Question

Show that the points are collinear \[\left( { - 5,1} \right)\left( {5,5} \right)\left( {10,7} \right)\].

Answer 1

Hint:
Here we will use the basic condition of the collinearity. Collinear points are the points which are lying on the same straight line. We will put the values of the coordinates in the equation of the condition of the collinearity to check whether the points are collinear or not.

Complete step by step solution:
Given points are \[\left( { - 5,1} \right)\left( {5,5} \right)\left( {10,7} \right)\].
We know that for the three points to be collinear they have to satisfy the condition of the collinearity.
The condition of the collinearity is \[{x_1}\left( {{y_2} - {y_3}} \right) + {x_2}\left( {{y_3} - {y_1}} \right) + {x_3}\left( {{y_1} - {y_2}} \right) = 0\] for the points \[\left( {{x_1},{y_1}} \right)\left( {{x_2},{y_2}} \right)\left( {{x_3},{y_3}} \right)\].
Now, we will put the value of the coordinates of the given points in this equation for the condition of the collinearity. Therefore, we get
\[ - 5\left( {5 - 7} \right) + 5\left( {7 - 1} \right) + 10\left( {1 - 5} \right) = 0\]
Simplifying the expression, we get
\[ \Rightarrow - 5\left( { - 2} \right) + 5\left( 6 \right) + 10\left( { - 4} \right) = 0\]
\[ \Rightarrow 10 + 30 - 40 = 0\]
Adding the terms, we get
\[ \Rightarrow 0 = 0\]
As the left hand side of the equation satisfies the right hand side of the equation, therefore, the given three points satisfies the condition of the collinearity.

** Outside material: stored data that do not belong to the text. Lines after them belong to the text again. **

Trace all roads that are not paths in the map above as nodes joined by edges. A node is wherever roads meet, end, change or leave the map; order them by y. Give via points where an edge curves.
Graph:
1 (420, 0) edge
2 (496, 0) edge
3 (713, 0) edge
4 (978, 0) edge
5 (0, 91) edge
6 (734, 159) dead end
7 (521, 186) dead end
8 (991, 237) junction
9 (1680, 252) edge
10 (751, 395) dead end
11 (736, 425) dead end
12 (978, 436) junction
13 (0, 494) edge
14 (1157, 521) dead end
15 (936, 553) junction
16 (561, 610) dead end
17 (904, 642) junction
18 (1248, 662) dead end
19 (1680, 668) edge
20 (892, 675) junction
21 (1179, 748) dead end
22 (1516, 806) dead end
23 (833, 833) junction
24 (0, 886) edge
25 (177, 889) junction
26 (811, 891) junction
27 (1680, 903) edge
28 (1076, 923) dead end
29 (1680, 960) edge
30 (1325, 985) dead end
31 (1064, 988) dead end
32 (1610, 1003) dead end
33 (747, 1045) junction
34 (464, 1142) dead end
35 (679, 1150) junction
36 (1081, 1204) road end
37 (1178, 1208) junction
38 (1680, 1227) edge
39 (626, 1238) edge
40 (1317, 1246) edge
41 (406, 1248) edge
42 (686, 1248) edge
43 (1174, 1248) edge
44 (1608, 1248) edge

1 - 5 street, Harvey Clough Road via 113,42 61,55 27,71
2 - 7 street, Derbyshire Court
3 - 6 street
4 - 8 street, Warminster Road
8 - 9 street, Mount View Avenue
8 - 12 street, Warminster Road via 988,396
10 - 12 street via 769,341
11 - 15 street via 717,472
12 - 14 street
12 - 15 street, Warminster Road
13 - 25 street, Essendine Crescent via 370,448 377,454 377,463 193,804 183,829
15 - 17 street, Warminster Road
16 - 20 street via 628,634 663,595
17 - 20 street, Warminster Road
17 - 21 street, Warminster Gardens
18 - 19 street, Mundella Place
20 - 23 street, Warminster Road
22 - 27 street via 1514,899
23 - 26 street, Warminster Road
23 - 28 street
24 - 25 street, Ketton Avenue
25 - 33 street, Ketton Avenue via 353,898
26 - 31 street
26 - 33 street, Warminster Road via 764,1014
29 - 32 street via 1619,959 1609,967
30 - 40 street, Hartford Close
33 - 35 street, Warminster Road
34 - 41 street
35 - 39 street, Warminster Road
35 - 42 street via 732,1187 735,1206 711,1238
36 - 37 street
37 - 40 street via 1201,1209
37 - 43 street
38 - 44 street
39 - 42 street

Hence, the points \[\left( { - 5,1} \right)\left( {5,5} \right)\left( {10,7} \right)\] are collinear.

Note:
When the points do not lie on the same straight line then those points are known as non-collinear points. The points are said to be collinear if the slope of any two pairs of points is the same.
For example let three points A,B and C be the collinear points, then the slope of the line AB must be equal to the slope of the line BC must be equal to the slope of the line AC.
We need to keep in mind that the coordinates of the points is represented in the form of \[\left( {x,y} \right)\] where \[x\] is the intercept of the point on the X-axis and \[y\] is the intercept of the point on the Y-axis. We should note that always the \[x\] coordinate is written first in the coordinate representation.